What is required: Using the data beneath, show every line that includes the word "Antonio".

┌──

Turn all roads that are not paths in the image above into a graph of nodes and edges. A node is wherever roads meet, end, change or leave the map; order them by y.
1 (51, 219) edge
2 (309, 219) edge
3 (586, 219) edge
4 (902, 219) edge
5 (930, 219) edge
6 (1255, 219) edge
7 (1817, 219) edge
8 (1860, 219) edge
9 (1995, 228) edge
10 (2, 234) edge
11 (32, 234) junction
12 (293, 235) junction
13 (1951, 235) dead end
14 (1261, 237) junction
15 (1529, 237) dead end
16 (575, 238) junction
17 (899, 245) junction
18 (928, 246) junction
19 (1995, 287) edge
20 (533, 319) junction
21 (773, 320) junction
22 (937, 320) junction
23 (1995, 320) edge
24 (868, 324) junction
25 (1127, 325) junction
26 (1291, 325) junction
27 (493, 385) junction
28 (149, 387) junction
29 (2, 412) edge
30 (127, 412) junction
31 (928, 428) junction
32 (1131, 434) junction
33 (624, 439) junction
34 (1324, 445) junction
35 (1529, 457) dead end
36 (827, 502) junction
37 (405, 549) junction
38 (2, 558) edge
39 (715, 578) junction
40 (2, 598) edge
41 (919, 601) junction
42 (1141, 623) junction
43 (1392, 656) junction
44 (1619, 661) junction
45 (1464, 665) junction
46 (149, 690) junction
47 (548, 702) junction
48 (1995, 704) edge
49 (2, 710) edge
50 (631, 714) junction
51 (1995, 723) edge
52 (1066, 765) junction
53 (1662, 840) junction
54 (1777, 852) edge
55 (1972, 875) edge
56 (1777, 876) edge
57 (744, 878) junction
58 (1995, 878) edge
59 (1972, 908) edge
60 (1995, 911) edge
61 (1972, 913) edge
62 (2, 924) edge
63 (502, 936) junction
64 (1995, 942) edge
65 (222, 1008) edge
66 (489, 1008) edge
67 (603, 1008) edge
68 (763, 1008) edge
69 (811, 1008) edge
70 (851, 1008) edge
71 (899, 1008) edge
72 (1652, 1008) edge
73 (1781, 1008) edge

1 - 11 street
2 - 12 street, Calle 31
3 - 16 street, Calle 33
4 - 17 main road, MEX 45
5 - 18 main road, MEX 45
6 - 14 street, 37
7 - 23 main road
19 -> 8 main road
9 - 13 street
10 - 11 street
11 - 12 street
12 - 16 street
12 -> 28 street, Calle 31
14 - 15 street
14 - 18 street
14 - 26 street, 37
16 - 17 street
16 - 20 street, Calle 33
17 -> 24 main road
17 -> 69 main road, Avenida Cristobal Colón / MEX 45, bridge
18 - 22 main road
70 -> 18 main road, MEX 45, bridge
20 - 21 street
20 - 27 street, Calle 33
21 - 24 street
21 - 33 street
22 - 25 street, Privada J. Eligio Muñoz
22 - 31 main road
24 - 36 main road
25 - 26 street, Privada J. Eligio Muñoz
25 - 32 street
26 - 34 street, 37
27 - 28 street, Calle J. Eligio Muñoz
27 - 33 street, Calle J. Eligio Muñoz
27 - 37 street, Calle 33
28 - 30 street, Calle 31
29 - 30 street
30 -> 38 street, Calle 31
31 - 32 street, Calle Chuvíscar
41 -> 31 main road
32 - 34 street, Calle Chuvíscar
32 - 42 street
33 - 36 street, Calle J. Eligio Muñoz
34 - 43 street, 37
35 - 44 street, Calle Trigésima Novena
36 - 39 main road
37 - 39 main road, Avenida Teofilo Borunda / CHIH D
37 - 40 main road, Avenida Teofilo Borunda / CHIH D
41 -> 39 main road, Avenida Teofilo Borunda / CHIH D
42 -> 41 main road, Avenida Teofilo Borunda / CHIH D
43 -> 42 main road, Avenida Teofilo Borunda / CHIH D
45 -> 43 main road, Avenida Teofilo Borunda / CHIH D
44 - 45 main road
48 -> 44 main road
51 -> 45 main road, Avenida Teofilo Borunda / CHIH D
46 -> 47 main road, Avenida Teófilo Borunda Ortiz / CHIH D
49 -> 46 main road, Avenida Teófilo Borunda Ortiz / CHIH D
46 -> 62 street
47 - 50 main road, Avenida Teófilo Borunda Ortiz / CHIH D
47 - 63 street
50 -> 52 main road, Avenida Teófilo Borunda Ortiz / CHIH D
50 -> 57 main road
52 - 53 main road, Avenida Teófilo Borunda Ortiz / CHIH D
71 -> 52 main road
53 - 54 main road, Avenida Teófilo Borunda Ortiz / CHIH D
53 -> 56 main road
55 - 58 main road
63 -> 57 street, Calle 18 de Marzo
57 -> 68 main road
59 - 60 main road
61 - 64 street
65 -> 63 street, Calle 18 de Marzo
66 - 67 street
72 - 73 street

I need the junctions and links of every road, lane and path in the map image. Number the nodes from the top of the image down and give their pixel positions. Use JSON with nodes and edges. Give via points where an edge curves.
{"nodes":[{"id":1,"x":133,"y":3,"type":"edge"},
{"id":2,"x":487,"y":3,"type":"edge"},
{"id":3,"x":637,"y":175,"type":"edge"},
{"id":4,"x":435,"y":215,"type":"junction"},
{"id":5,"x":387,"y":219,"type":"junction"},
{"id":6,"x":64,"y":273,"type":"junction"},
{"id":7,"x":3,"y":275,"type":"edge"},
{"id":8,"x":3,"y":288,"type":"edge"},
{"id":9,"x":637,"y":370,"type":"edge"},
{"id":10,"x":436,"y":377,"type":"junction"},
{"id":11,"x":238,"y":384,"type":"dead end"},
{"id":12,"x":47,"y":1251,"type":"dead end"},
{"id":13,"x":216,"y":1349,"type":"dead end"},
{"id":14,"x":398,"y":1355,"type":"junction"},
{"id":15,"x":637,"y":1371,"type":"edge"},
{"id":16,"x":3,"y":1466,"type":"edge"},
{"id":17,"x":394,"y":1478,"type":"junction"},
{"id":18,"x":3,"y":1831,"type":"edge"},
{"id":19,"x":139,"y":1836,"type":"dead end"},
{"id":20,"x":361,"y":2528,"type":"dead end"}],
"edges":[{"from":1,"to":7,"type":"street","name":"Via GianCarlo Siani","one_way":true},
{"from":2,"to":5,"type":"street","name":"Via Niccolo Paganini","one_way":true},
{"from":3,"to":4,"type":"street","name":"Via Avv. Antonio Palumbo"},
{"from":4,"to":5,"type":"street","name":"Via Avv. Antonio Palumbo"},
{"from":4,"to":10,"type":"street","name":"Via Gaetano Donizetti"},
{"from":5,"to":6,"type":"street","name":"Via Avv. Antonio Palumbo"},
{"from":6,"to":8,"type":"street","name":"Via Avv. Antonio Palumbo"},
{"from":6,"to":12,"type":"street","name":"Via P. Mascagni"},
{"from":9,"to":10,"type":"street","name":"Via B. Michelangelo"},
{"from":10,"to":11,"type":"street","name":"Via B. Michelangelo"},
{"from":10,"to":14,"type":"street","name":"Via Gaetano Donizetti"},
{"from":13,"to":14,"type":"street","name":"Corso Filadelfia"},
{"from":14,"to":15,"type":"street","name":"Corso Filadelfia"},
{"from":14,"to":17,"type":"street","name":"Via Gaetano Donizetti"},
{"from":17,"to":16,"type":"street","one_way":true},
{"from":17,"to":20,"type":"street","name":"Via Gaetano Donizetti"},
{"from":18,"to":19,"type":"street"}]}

└──

Task result:
{"from":3,"to":4,"type":"street","name":"Via Avv. Antonio Palumbo"},
{"from":4,"to":5,"type":"street","name":"Via Avv. Antonio Palumbo"},
{"from":5,"to":6,"type":"street","name":"Via Avv. Antonio Palumbo"},
{"from":6,"to":8,"type":"street","name":"Via Avv. Antonio Palumbo"},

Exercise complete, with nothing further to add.